God Loves Everyone

We went out to breakfast this morning in the Colorado mountain town of Edwards, near Vail, where we are staying with dear friends. It’s Tim’s 60th birthday and we’ve had the most marvelous visit for the past ten days or so. Lots of snowshoeing in the backcountry … exhausting work traipsing up forested trails to alpine meadows in fresh snow but I remarked that this is what heaven must be like at 18 degrees. 🙂

All of this was a counterpoint to a disturbing image in the restaurant this morning. Two twenty-something couples sat in a booth nearby and as they passed and sat down, I read the phrases on their sweatshirts.

The woman’s said, “Trash the Fetus” and the man’s said, “Eye Hate God.”

My first thought was that this was pretty brazen stuff. In-your-face and not the kind of thing one sees every day. I’m all for free speech but this was pure attention-getting and I tried to wrap my head around who they were and what they were actually thinking.

Of course, I know a lot about atheism and the rejection of God as a theory. Objectivism, Rationalism and Naturism are all philosophically grounded in the belief there is no all-powerful supernatural being.

I’m very familiar with the Roe v. Wade decision and most of the debate points on the issue of abortion. I also am aware of the complexities involved in trying to determine how the legal system should respond to the issue, whichis a perfect confluence of science and morality. It confronts fundamental facets of human life … its meaning and significance. I happen to harbor my own strong feelings on the issue and I’m certainly not alone in that. But, to celebrate “trashing” a fetus is, to me, just plain repugnant which is why I was immediately taken aback.

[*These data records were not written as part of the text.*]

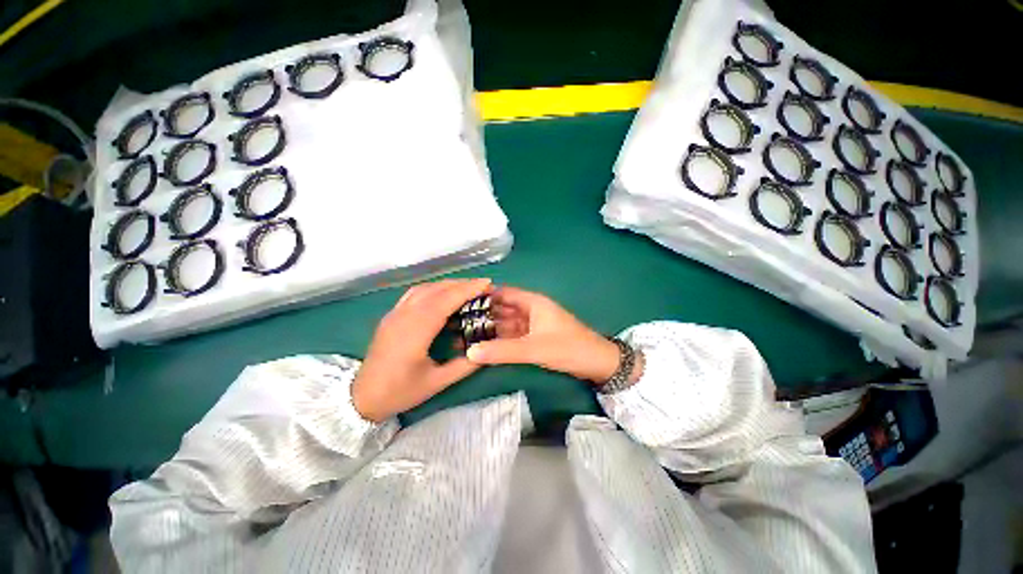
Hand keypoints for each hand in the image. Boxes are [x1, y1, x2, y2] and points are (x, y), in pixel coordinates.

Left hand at [351, 278, 491, 421]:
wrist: (361, 398)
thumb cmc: (400, 392)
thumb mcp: (437, 383)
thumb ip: (465, 365)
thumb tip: (488, 350)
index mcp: (416, 331)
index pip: (445, 301)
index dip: (468, 289)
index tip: (487, 283)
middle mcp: (404, 316)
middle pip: (436, 290)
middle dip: (462, 284)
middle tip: (483, 286)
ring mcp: (395, 314)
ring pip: (424, 288)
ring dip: (448, 285)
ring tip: (467, 289)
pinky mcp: (391, 316)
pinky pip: (415, 294)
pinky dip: (433, 289)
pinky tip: (443, 296)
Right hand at [467, 286, 641, 384]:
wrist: (598, 364)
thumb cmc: (568, 348)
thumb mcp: (534, 349)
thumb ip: (503, 351)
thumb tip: (470, 352)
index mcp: (532, 302)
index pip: (502, 293)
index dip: (482, 296)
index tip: (458, 303)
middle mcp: (530, 310)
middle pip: (502, 309)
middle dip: (481, 315)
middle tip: (455, 322)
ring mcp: (532, 325)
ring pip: (506, 324)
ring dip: (488, 329)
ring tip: (463, 334)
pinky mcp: (534, 338)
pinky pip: (512, 336)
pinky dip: (499, 340)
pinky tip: (483, 345)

It’s no secret that I “fought” God for decades. My wrestling was with the concept of such a Being in light of so much suffering and evil in the world. But, I never “hated” God. I’m not sure of the phrase on the man’s sweatshirt that said “Eye (as opposed to I) Hate God.” Nevertheless, my mind pretty quickly put these things aside as I remembered an amazing truth.

God loves them as completely and fully as he loves me and everyone else. Just because they reject him and seem to celebrate in that rejection … just because they see a developing human being as garbage, does not reduce by one iota his unconditional love for them. And, I am called to do the same.

So I prayed. I prayed that their hearts would turn from violence to compassion. That, should they question the idea of God, they should also pursue a life similar to the one Jesus proposed … one of service and charity, forgiveness and grace and, most importantly of love.

Lord, I suspect they really don’t hate you, if for no other reason than that they don’t know you. I rejected you in no uncertain terms as Saul of Tarsus did two thousand years ago before he emerged as the apostle Paul. But, you are the hound of heaven, the shepherd who leaves the ninety-nine to recover the one. I pray that the young man and young woman I saw this morning will some day hear your voice and say, “yes.” Amen.